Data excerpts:
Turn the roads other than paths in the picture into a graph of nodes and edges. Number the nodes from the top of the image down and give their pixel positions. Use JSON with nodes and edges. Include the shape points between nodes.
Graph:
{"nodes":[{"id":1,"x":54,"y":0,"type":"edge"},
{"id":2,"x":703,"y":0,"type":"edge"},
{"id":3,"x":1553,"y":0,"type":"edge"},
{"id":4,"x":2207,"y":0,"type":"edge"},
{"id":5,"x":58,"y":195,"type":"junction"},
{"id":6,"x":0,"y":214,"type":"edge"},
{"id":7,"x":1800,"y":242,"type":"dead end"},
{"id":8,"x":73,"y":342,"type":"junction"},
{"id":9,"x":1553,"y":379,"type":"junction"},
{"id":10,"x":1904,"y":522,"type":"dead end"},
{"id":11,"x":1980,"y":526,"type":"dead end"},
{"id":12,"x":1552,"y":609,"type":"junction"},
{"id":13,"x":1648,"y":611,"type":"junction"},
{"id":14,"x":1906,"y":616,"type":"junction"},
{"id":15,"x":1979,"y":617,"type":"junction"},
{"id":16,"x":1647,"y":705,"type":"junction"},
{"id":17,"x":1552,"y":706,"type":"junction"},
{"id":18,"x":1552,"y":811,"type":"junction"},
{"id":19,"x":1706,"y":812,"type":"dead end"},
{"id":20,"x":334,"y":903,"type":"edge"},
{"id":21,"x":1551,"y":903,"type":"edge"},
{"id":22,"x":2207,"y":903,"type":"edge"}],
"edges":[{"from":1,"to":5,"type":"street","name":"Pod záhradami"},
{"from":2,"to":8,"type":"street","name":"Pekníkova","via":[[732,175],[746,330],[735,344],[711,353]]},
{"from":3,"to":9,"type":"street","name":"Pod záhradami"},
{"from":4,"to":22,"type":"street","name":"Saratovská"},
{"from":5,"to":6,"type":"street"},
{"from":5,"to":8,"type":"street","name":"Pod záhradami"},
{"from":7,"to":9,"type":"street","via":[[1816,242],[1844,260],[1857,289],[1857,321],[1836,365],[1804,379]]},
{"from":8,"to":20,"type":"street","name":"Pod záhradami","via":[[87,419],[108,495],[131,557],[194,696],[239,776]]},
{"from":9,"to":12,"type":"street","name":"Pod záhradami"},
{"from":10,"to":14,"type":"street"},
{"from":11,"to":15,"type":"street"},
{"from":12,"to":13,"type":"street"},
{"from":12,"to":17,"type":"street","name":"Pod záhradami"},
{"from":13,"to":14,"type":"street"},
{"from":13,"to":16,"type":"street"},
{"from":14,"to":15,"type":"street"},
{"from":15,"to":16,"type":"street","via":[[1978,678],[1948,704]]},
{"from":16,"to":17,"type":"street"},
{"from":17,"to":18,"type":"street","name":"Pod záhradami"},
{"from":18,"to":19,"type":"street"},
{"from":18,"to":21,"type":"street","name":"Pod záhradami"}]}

Work item »
Repeat every record exactly, so that nothing is lost or altered.

Task result »
Turn the roads other than paths in the picture into a graph of nodes and edges. Number the nodes from the top of the image down and give their pixel positions. Use JSON with nodes and edges. Include the shape points between nodes.
Graph:
{"nodes":[{"id":1,"x":54,"y":0,"type":"edge"},
{"id":2,"x":703,"y":0,"type":"edge"},
{"id":3,"x":1553,"y":0,"type":"edge"},
{"id":4,"x":2207,"y":0,"type":"edge"},
{"id":5,"x":58,"y":195,"type":"junction"},
{"id":6,"x":0,"y":214,"type":"edge"},
{"id":7,"x":1800,"y":242,"type":"dead end"},
{"id":8,"x":73,"y":342,"type":"junction"},
{"id":9,"x":1553,"y":379,"type":"junction"},
{"id":10,"x":1904,"y":522,"type":"dead end"},
{"id":11,"x":1980,"y":526,"type":"dead end"},
{"id":12,"x":1552,"y":609,"type":"junction"},
{"id":13,"x":1648,"y":611,"type":"junction"},
{"id":14,"x":1906,"y":616,"type":"junction"},
{"id":15,"x":1979,"y":617,"type":"junction"},
{"id":16,"x":1647,"y":705,"type":"junction"},
{"id":17,"x":1552,"y":706,"type":"junction"},
{"id":18,"x":1552,"y":811,"type":"junction"},
{"id":19,"x":1706,"y":812,"type":"dead end"},
{"id":20,"x":334,"y":903,"type":"edge"},
{"id":21,"x":1551,"y":903,"type":"edge"},
{"id":22,"x":2207,"y":903,"type":"edge"}],
"edges":[{"from":1,"to":5,"type":"street","name":"Pod záhradami"},
{"from":2,"to":8,"type":"street","name":"Pekníkova","via":[[732,175],[746,330],[735,344],[711,353]]},
{"from":3,"to":9,"type":"street","name":"Pod záhradami"},
{"from":4,"to":22,"type":"street","name":"Saratovská"},
{"from":5,"to":6,"type":"street"},
{"from":5,"to":8,"type":"street","name":"Pod záhradami"},
{"from":7,"to":9,"type":"street","via":[[1816,242],[1844,260],[1857,289],[1857,321],[1836,365],[1804,379]]},
{"from":8,"to":20,"type":"street","name":"Pod záhradami","via":[[87,419],[108,495],[131,557],[194,696],[239,776]]},
{"from":9,"to":12,"type":"street","name":"Pod záhradami"},
{"from":10,"to":14,"type":"street"},
{"from":11,"to":15,"type":"street"},
{"from":12,"to":13,"type":"street"},
{"from":12,"to":17,"type":"street","name":"Pod záhradami"},
{"from":13,"to":14,"type":"street"},
{"from":13,"to":16,"type":"street"},
{"from":14,"to":15,"type":"street"},
{"from":15,"to":16,"type":"street","via":[[1978,678],[1948,704]]},
{"from":16,"to":17,"type":"street"},
{"from":17,"to":18,"type":"street","name":"Pod záhradami"},
{"from":18,"to":19,"type":"street"},
{"from":18,"to":21,"type":"street","name":"Pod záhradami"}]}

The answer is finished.